My response is that poverty determines where you grow up and that has more of an impact than schools or teacher expectations.


*I will add the story later of why I had to grieve for that class and all the manipulations my principal went through to screw me.

4 comments:

Unknown said...

Hi Norm,

the show sounds great!

Maybe I can join you on Thursday?

I want your readers to understand the context of that email snippet you posted about the accepted notion that the bigotry of teachers and their low expectations for certain kinds of kids is driving the need to reform education.

On the corrected link on your blog to the Ravitch/Weiner lecture at the Radical Film and Lecture series is a 3rd panelist, Prof Eddie Ferguson from NYU's Metropolitan Center (I think I got the details right...)
His contribution to the panel posited those explcit statements as accepted and unchalleneged facts; since he is an academic who relies on data and research I am looking for the sources that support this charge.

There may be a whole body of empirical evidence on this topic.
The TFA type reforms are clearly based on these conclusion - that if we just believe the kids can succeed, they all will!
Others have suggested on the contrary that for this reason TFA really stands for Tinkerbell Formula for Achievement
Clap your hands if you beleive!

Can anyone point me to any kind of research in either direction?

Lisa

ed notes online said...

Thanks for the clarification Lisa.
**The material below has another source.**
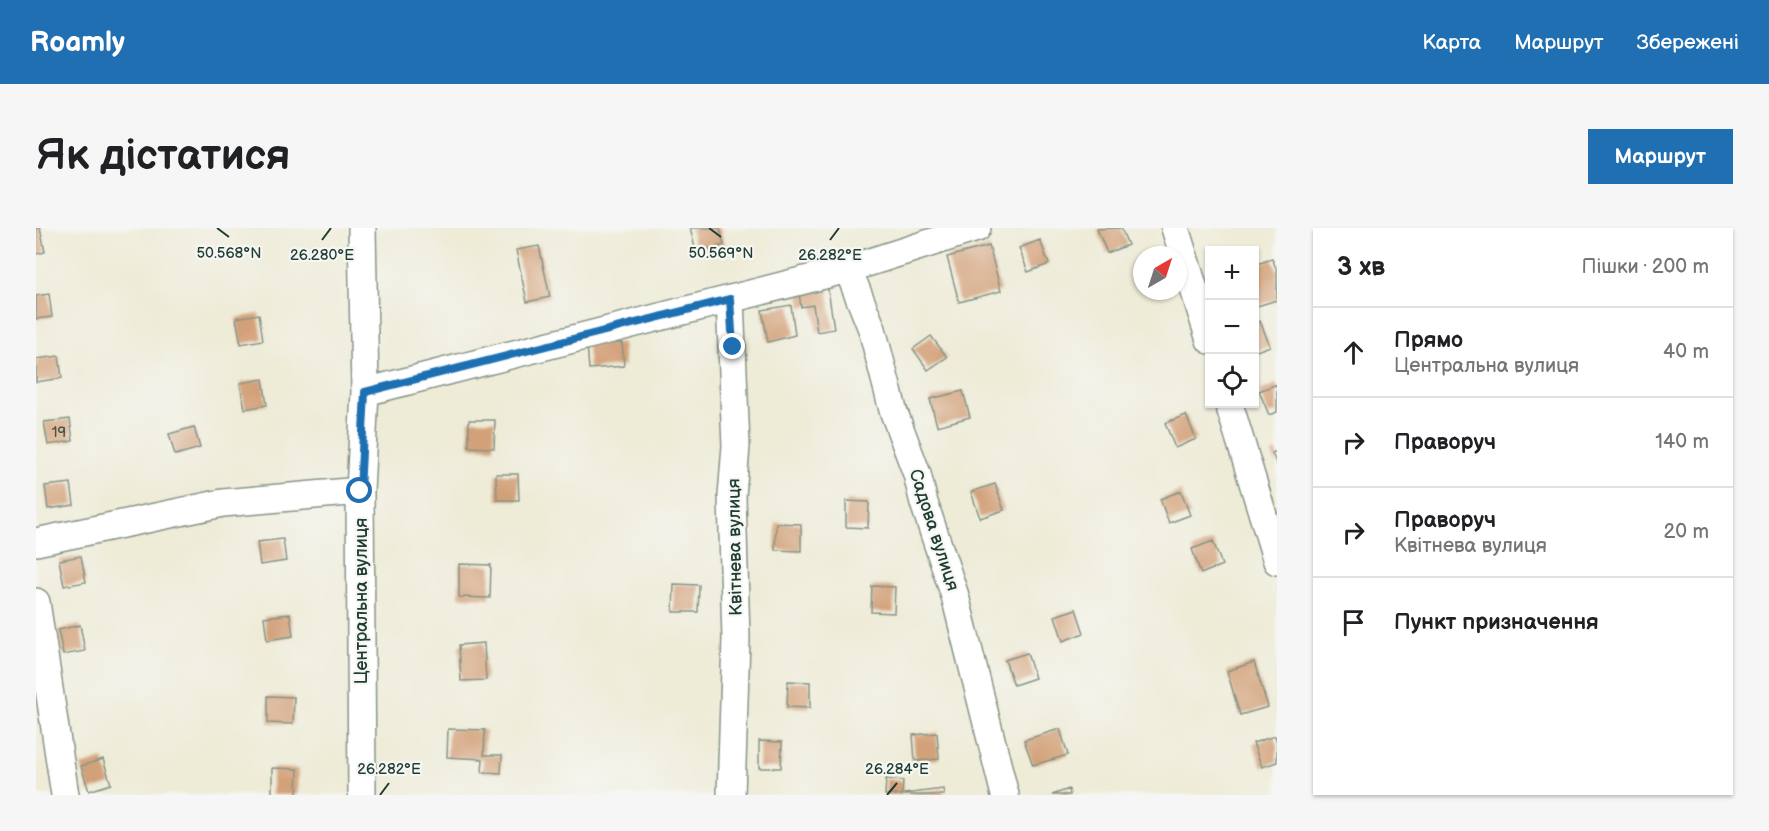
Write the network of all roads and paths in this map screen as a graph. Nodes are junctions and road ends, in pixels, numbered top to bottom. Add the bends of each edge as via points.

I got your email just as I was posting and realized this post could be misconstrued so I added your point. We need to explore the idea you raised further.
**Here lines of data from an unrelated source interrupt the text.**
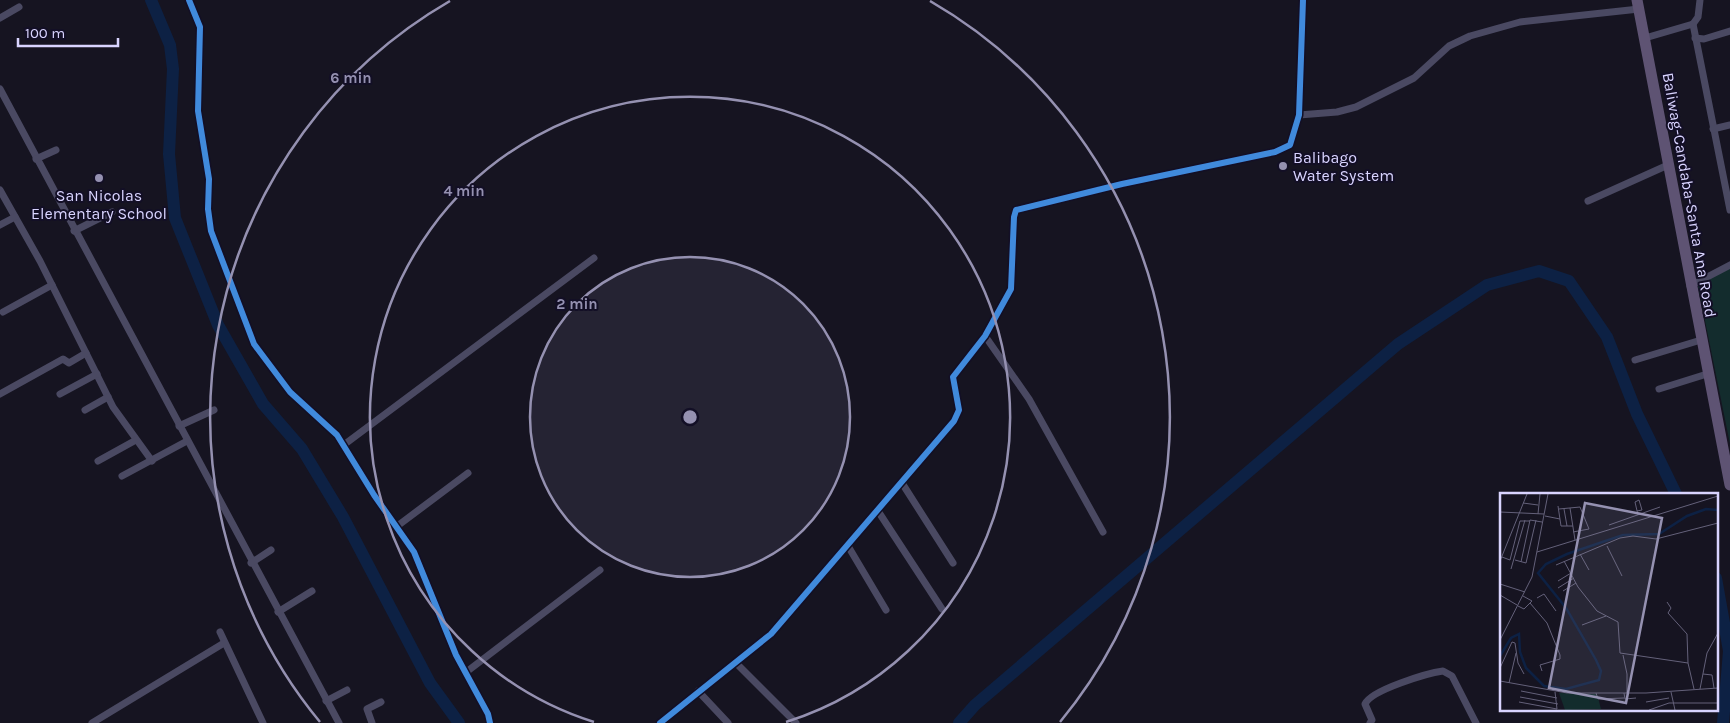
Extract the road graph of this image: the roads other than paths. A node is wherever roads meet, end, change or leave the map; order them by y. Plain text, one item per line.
1 (189, 0) edge
2 (1303, 0) edge
3 (1700, 0) edge
4 (1638, 5) edge
5 (19, 7) dead end
6 (0, 18) edge
7 (1693, 24) junction
8 (1730, 31) edge
9 (1645, 38) junction
10 (1695, 38) junction
11 (0, 90) edge
12 (1299, 116) junction
13 (1730, 125) edge
14 (1713, 129) junction
15 (56, 150) dead end
16 (36, 159) junction
17 (1668, 165) junction
18 (0, 190) edge
19 (1588, 201) dead end
20 (1730, 210) edge
21 (112, 212) dead end
22 (15, 217) junction
23 (0, 225) edge
24 (74, 231) junction
25 (594, 258) dead end
26 (1730, 265) edge
27 (52, 285) junction
28 (1690, 286) junction
29 (3, 312) dead end
30 (985, 336) junction
31 (1701, 340) junction
32 (86, 353) junction
33 (1635, 360) dead end
34 (97, 374) junction
35 (1708, 374) junction
36 (1659, 389) dead end
37 (0, 394) edge
38 (60, 394) dead end
39 (108, 397) junction
40 (85, 410) dead end
41 (214, 410) dead end
42 (180, 426) junction
43 (136, 440) junction
44 (187, 441) junction
45 (345, 444) junction
46 (98, 461) dead end
47 (152, 461) junction
48 (468, 473) dead end
49 (122, 476) dead end
50 (902, 483) junction
51 (1730, 485) edge
52 (878, 511) junction
53 (396, 527) junction
54 (1103, 532) dead end
55 (848, 546) junction
56 (271, 550) dead end
57 (251, 562) junction
58 (953, 563) dead end
59 (600, 570) dead end
60 (312, 592) dead end
61 (942, 609) dead end
62 (886, 610) dead end
63 (278, 612) junction
64 (220, 632) dead end
65 (224, 644) junction
66 (736, 663) junction
67 (465, 673) junction
68 (346, 690) dead end
69 (698, 691) junction
70 (326, 701) junction
71 (381, 702) dead end
72 (92, 723) edge
73 (262, 723) edge
74 (338, 723) edge
75 (372, 723) edge
76 (490, 723) edge
77 (660, 723) edge
78 (728, 723) edge
79 (796, 723) edge
80 (1370, 723) edge
81 (1476, 723) edge

1 - 45 street
2 - 12 street
3 - 7 street
4 - 9 main road, Baliwag-Candaba-Santa Ana Road
4 - 12 street
5 - 6 street
7 - 9 street
7 - 10 street
8 - 10 street
9 - 17 main road, Baliwag-Candaba-Santa Ana Road
10 - 14 street
11 - 16 street
12 - 30 street
13 - 14 street
14 - 20 street
15 - 16 street
16 - 24 street
17 - 19 street
17 - 28 main road, Baliwag-Candaba-Santa Ana Road
18 - 22 street
21 - 24 street
22 - 23 street
22 - 27 street
24 - 42 street
25 - 45 street
26 - 28 street
27 - 29 street
27 - 32 street
28 - 31 main road, Baliwag-Candaba-Santa Ana Road
30 - 50 street
30 - 54 street
31 - 33 street
31 - 35 main road, Baliwag-Candaba-Santa Ana Road
32 - 34 street
32 - 37 street
34 - 38 street
34 - 39 street
35 - 36 street
35 - 51 main road, Baliwag-Candaba-Santa Ana Road
39 - 40 street
39 - 43 street
41 - 42 street
42 - 44 street
43 - 46 street
43 - 47 street
44 - 47 street
44 - 57 street
45 - 53 street
47 - 49 street
48 - 53 street
50 - 52 street
50 - 58 street
52 - 55 street
52 - 61 street
53 - 67 street
55 - 62 street
55 - 66 street
56 - 57 street
57 - 63 street
59 - 67 street
60 - 63 street
63 - 70 street
64 - 65 street
65 - 72 street
65 - 73 street
66 - 69 street
66 - 79 street
67 - 76 street
68 - 70 street
69 - 77 street
69 - 78 street
70 - 74 street
71 - 75 street
80 - 81 street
Thursday is still up in the air but I will call you if we go.

Unknown said...

I think soft bigotry is actually very prevalent in New York City schools, Norm and it comes from the very top.
The heads of the city system display incredibly low expectations of student behavior in the policies they create.
The message the DOE sends through their policies allows for student behavior and performance that would never be acceptable in suburban schools.
Many teachers become disheartened when trying to hold children to a standard only to be told they need to lower it.
Being forced to pass children who lack basic skills, assigning 'credit recovery' to those who have missed countless hours of class time, and allowing children to behave in ways that will harm them in future attempts is soft bigotry at its most insidious because it masks itself as compassion.
Ask the adult who grows up to realize he/she has huge gaps in his/her skill base or who has learned some very hard lessons about responsibility and dealing with authority and I believe many would agree.

ed notes online said...

Lorri
You make a very important point that must be delved into further. The No Excuses of the ed deformers and our version of no excuses is very different but we have not expunged the soft bigotry that can come from all levels and I myself had to be conscious of that every step of the way. One time I was pulling kids off the line who were talking while I was waiting for silence and when I looked up there were 6 black kids and 1 Spanish kid and I said "Whoa!" I really thought about that - and on reflection it became clear to me that I had no consciousness about race when I was pulling them but I realized how it might look. Teachers have to constantly reflect on these kinds of things.